Herman Wu is spending the summer at the Energy Biosciences Institute

August 8, 2014

Just when the summer is nearly over, I start to see where all my work and research is heading. Flow data from the Brazilian government, coupled with rainfall and forest cover loss from Earth Engine, can be used to estimate hydropower potential. The end goal is to see how changes in forest cover affect the amount of hydropower generated. The generation of heads a while back was just one part of the equation; flow and turbine efficiency were the other two. With all three in hand for a particular site, we can calculate, with simple physics, the amount of power a small hydropower plant can generate at that site. Of course, water flow is closely coupled to rainfall, so data on that is highly relevant as well. I have yet to gather the forest cover data, but there is enough to estimate hydropower potential already.

My most recently completed task involved the ground station gauges and the watershed basins on our study region. It was a subjective task, and thus was difficult, likely impossible, to automate via programming. Fortunately there weren’t too many gauges to go through (though the reported location tends to miss the actual rivers). The task was essentially figuring out (and recording) which watersheds fed water into a particular gauge. Thanks to a special numbering system, I only needed to note the watershed with the lowest identification number that fed into a gauge. On several occasions, the gauges fell in the middle of a basin, with smaller streams flowing into the larger river both upstream and downstream from the gauge location. All I could do was flag such sites.

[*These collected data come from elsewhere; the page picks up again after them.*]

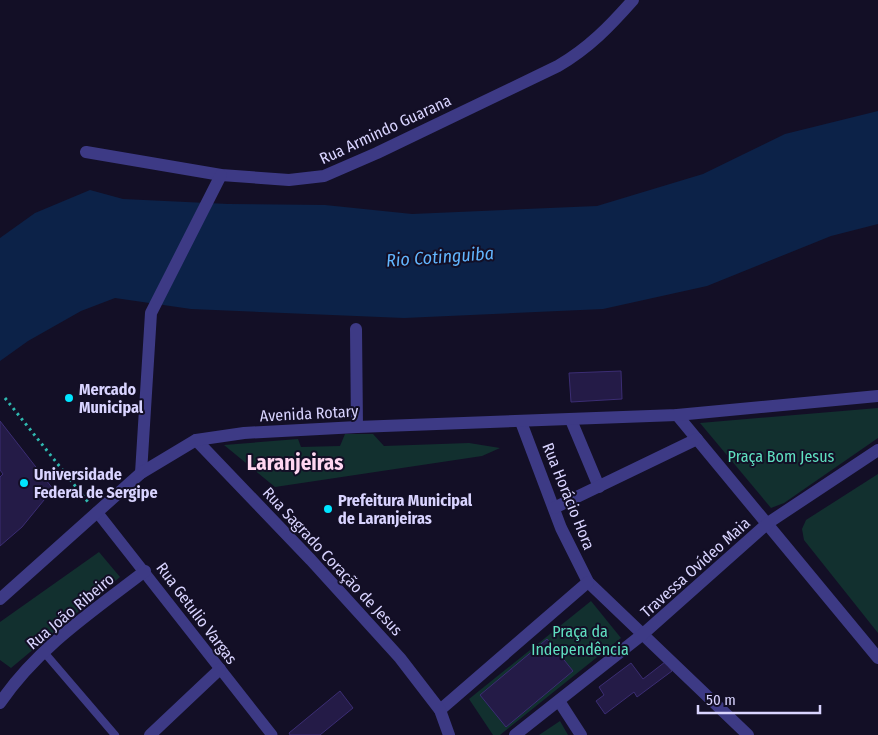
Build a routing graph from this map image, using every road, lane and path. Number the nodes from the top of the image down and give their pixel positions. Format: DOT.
graph roads {
  1 [pos="633,0"];
  2 [pos="86,152"];
  3 [pos="221,175"];
  4 [pos="356,329"];
  5 [pos="878,396"];
  6 [pos="5,398"];
  7 [pos="677,415"];
  8 [pos="571,420"];
  9 [pos="521,422"];
  10 [pos="357,427"];
  11 [pos="697,439"];
  12 [pos="196,440"];
  13 [pos="878,450"];
  14 [pos="141,473"];
  15 [pos="599,487"];
  16 [pos="554,508"];
  17 [pos="97,512"];
  18 [pos="768,523"];
  19 [pos="145,571"];
  20 [pos="588,582"];
  21 [pos="0,599"];
  22 [pos="644,634"];
  23 [pos="43,651"];
  24 [pos="878,658"];
  25 [pos="220,669"];
  26 [pos="5,684"];
  27 [pos="560,701"];
  28 [pos="0,703"];
  29 [pos="440,710"];
  30 [pos="115,735"];
  31 [pos="150,735"];
  32 [pos="272,735"];
  33 [pos="449,735"];
  34 [pos="515,735"];
  35 [pos="581,735"];
  36 [pos="748,735"];
  1 -- 3 [label="street, Rua Armindo Guarana"];
  2 -- 3 [label="street, Rua Armindo Guarana"];
  3 -- 14 [label="street"];
  4 -- 10 [label="street"];
  5 -- 7 [label="street"];
  6 -- 17 [label="path"];
  7 -- 8 [label="street, Avenida Rotary"];
  7 -- 11 [label="street"];
  8 -- 9 [label="street, Avenida Rotary"];
  8 -- 15 [label="street"];
  9 -- 10 [label="street, Avenida Rotary"];
  9 -- 16 [label="street, Rua Horácio Hora"];
  10 -- 12 [label="street, Avenida Rotary"];
  11 -- 15 [label="street"];
  11 -- 18 [label="street"];
  12 -- 14 [label="street, Avenida Rotary"];
  12 -- 29 [label="street, Rua Sagrado Coração de Jesus"];
  13 -- 18 [label="street"];
  14 -- 17 [label="street, Avenida Rotary"];
  15 -- 16 [label="street"];
  16 -- 20 [label="street, Rua Horácio Hora"];
  17 -- 19 [label="street, Rua Getulio Vargas"];
  17 -- 21 [label="street, Avenida Rotary"];
  18 -- 22 [label="street, Travessa Ovídeo Maia"];
  18 -- 24 [label="street"];
  19 -- 23 [label="street, Rua João Ribeiro"];
  19 -- 25 [label="street, Rua Getulio Vargas"];
  20 -- 22 [label="street"];
  20 -- 29 [label="street"];
  22 -- 27 [label="street"];
  22 -- 36 [label="street"];
  23 -- 26 [label="street, Rua João Ribeiro"];
  23 -- 30 [label="lane"];
  25 -- 31 [label="street"];
  25 -- 32 [label="street, Rua Getulio Vargas"];
  26 -- 28 [label="street, Rua João Ribeiro"];
  27 -- 34 [label="street"];
  27 -- 35 [label="street"];
  29 -- 33 [label="street"];
}
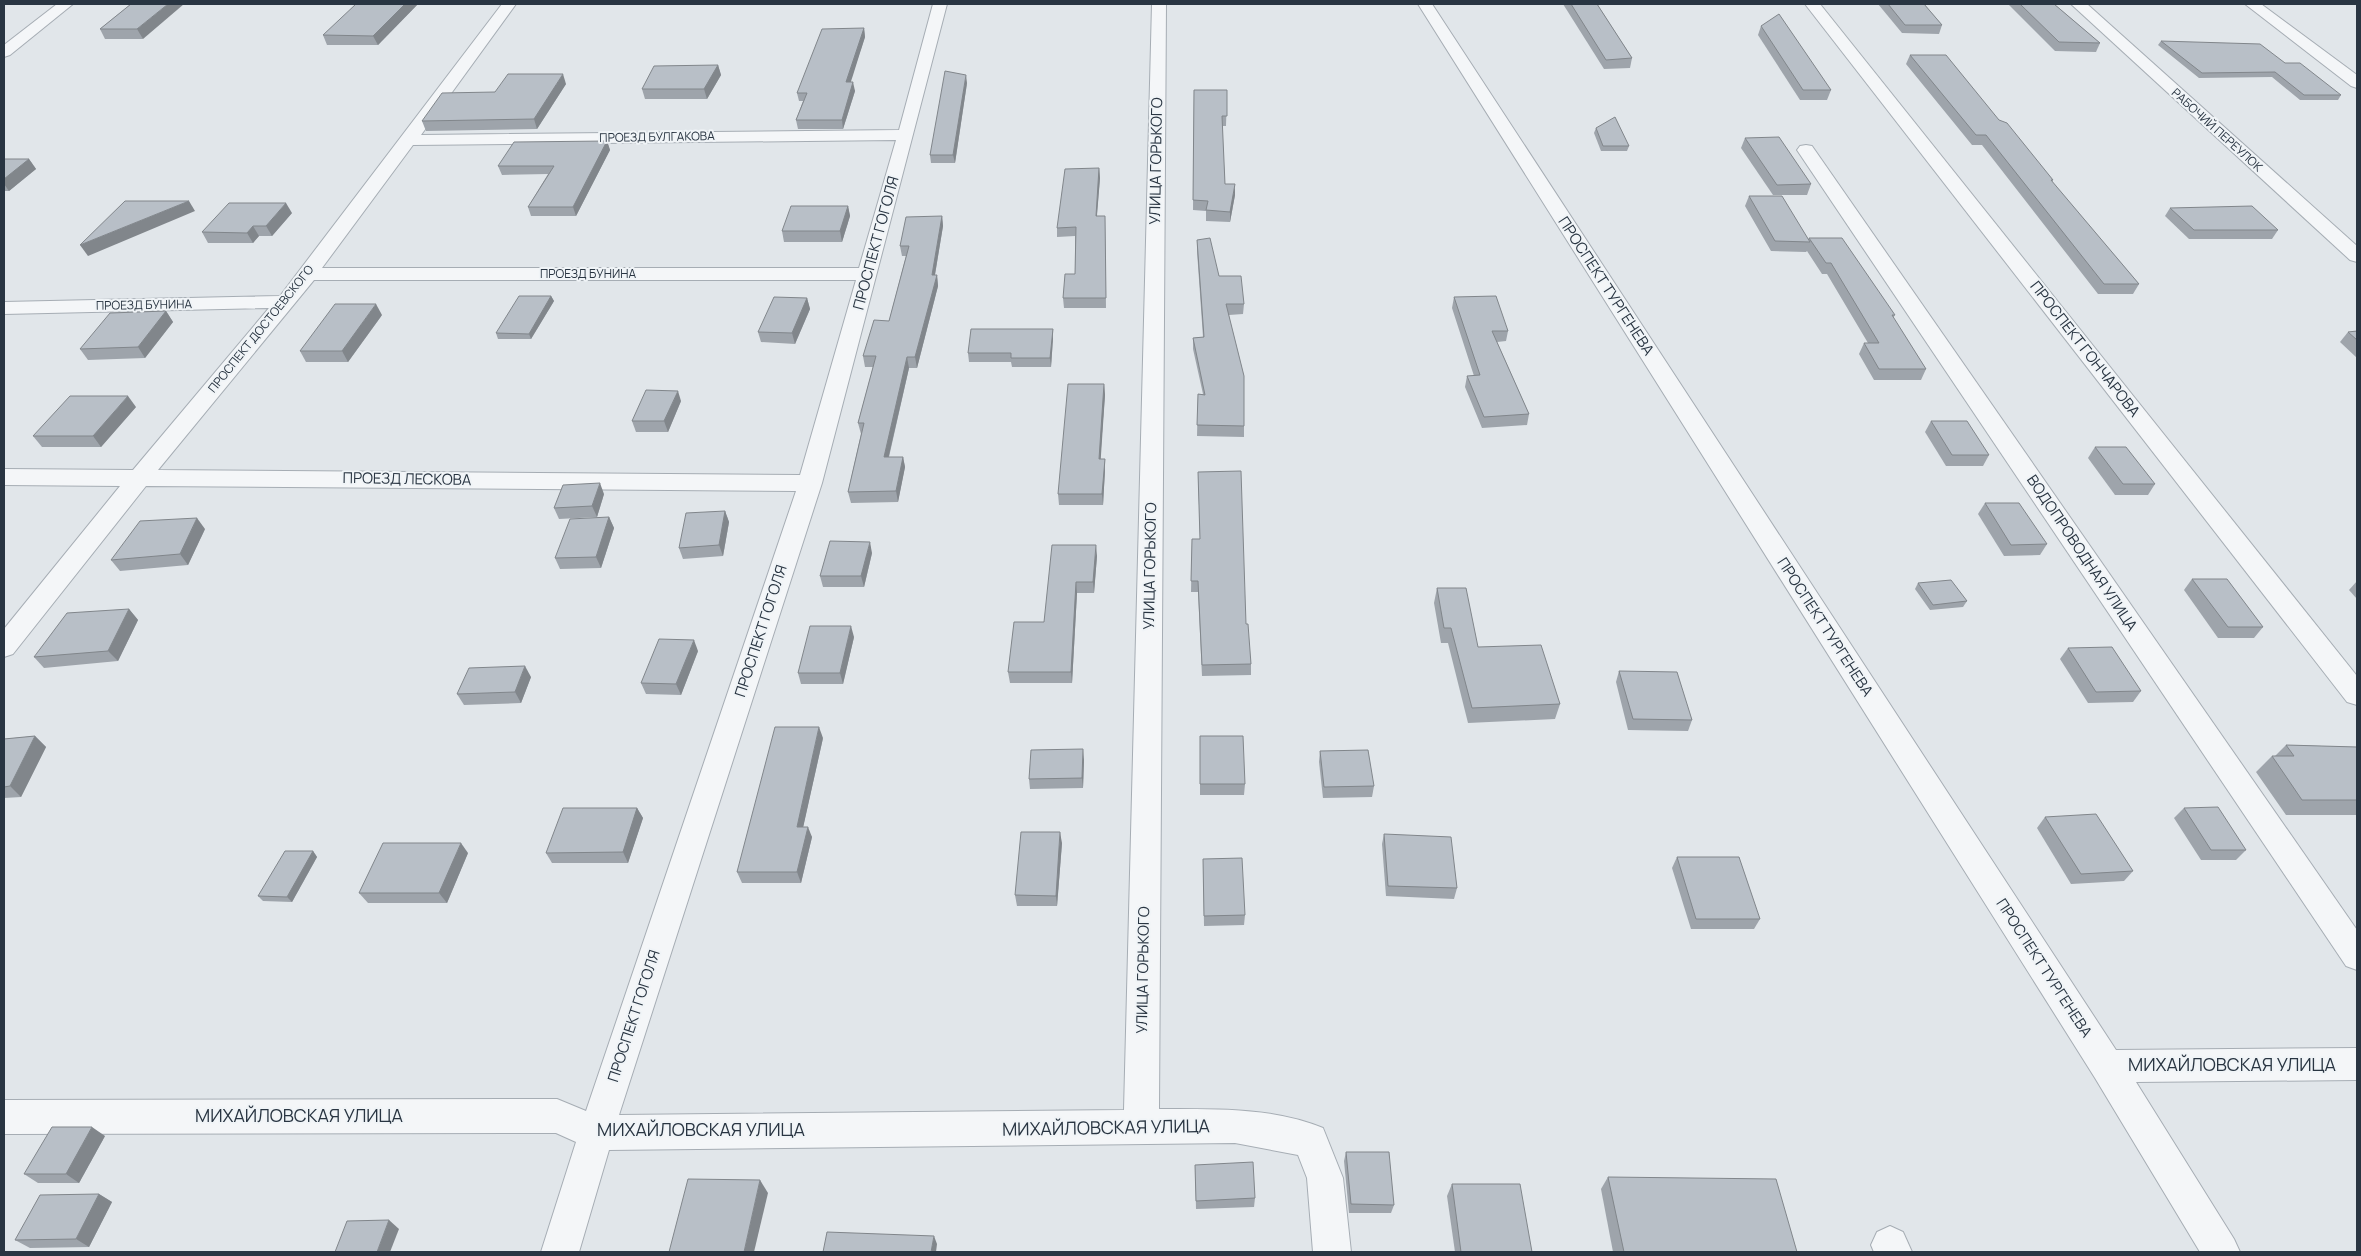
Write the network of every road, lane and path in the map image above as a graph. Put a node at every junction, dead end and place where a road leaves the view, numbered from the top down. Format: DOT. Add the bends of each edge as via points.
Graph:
graph roads {
  1 [pos="66,4"];
  2 [pos="509,4"];
  3 [pos="940,4"];
  4 [pos="1159,4"];
  5 [pos="1425,4"];
  6 [pos="1812,4"];
  7 [pos="2078,4"];
  8 [pos="2252,4"];
  9 [pos="4,52"];
  10 [pos="2357,83"];
  11 [pos="906,135"];
  12 [pos="407,140"];
  13 [pos="1806,150"];
  14 [pos="2357,256"];
  15 [pos="308,274"];
  16 [pos="868,274"];
  17 [pos="284,302"];
  18 [pos="4,308"];
  19 [pos="4,477"];
  20 [pos="140,477"];
  21 [pos="810,483"];
  22 [pos="4,647"];
  23 [pos="2357,694"];
  24 [pos="2357,956"];
  25 [pos="2357,1064"];
  26 [pos="2107,1066"];
  27 [pos="4,1117"];
  28 [pos="1141,1127"];
  29 [pos="596,1133"];
  30 [pos="560,1252"];
  31 [pos="1332,1252"];
  32 [pos="2221,1252"];
  1 -- 9 [label="street"];
  2 -- 12 [label="street, ПРОСПЕКТ ДОСТОЕВСКОГО"];
  3 -- 11 [label="street, ПРОСПЕКТ ГОГОЛЯ"];
  4 -- 28 [label="street, УЛИЦА ГОРЬКОГО"];
  5 -- 26 [label="street, ПРОСПЕКТ ТУРГЕНЕВА"];
  6 -- 23 [label="street, ПРОСПЕКТ ГОНЧАРОВА"];
  7 -- 14 [label="street, РАБОЧИЙ ПЕРЕУЛОК"];
  8 -- 10 [label="street"];
  11 -- 12 [label="street, ПРОЕЗД БУЛГАКОВА"];
  11 -- 16 [label="street, ПРОСПЕКТ ГОГОЛЯ"];
  12 -- 15 [label="street, ПРОСПЕКТ ДОСТОЕВСКОГО"];
  13 -- 24 [label="street, ВОДОПРОВОДНАЯ УЛИЦА"];
  15 -- 16 [label="street, ПРОЕЗД БУНИНА"];
  15 -- 17 [label="street, ПРОСПЕКТ ДОСТОЕВСКОГО"];
  16 -- 21 [label="street, ПРОСПЕКТ ГОГОЛЯ"];
  17 -- 18 [label="street, ПРОЕЗД БУНИНА"];
  17 -- 20 [label="street, ПРОСПЕКТ ДОСТОЕВСКОГО"];
  19 -- 20 [label="street, ПРОЕЗД ЛЕСКОВА"];
  20 -- 21 [label="street, ПРОЕЗД ЛЕСКОВА"];
  20 -- 22 [label="street, ПРОСПЕКТ ДОСТОЕВСКОГО"];
  21 -- 29 [label="street, ПРОСПЕКТ ГОГОЛЯ"];
  25 -- 26 [label="street, МИХАЙЛОВСКАЯ УЛИЦА"];
  26 -- 32 [label="street, ПРОСПЕКТ ТУРГЕНЕВА"];
  27 -- 29 [label="street, МИХАЙЛОВСКАЯ УЛИЦА" via="557,1116"];
  28 -- 29 [label="street, МИХАЙЛОВСКАЯ УЛИЦА"];
  28 -- 31 [label="street, МИХАЙЛОВСКАЯ УЛИЦА" via="1235,1126 1310,1140 1325,1178"];
  29 -- 30 [label="street, ПРОСПЕКТ ГОГОЛЯ"];
}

On another note, I’ve also been going through and reading papers on climate conditions in the study region for growing certain crops, namely corn, cotton, and soybean. Brazil is a tropical region, and possesses both wet and dry seasons. As of late, through agricultural developments on several fronts, farmers in the region have been able to cultivate crops on a type of landscape called the cerrado (aka the savanna), previously believed to be unusable. It was a fascinating process, nothing short of a miracle, and there is hope that lessons learned in Brazil could be put to use in Africa, which has a similar ecological profile. On my end though, I’ve just been looking at the ideal climate conditions for crops grown in the cerrado. It is difficult to find papers dedicated to such a topic, more so since optimal conditions can vary from species to species. Temperature has been the easiest factor to find data on, so far.


July 25, 2014

Lab work has been going slowly, but it has given me more time to think about my poster project. The high spatial resolution of the MODIS image sets means I have to pull data from a much smaller region than with TRRM. Moreover, the MODIS data collections are not as complete as TRRM. Cloud cover is the main issue, preventing the satellites from collecting useful data. For the most part, I’ve been working with MODIS, and researching how it actually collects its temperature data.

There are two satellites, Terra and Aqua. Both carry the same equipment and collect the same types of data, but they have different orbits, passing over our region of interest in the Amazon basin at different times. Fortunately, the MODIS data sets available on Earth Engine include these times as its own field. The satellites can also pass over the region twice in a day; the data sets have separate measurements for day temperature and night temperature, and times for each.

Due to the finer spatial resolution, it became infeasible to collect and extract data at a pixel level like with TRRM. Eventually, we went down to a small enough area where I could extract data in the same format as TRRM (every column was a pixel, every row a date). But it was clear that to do this over the entire study region would not be reasonable.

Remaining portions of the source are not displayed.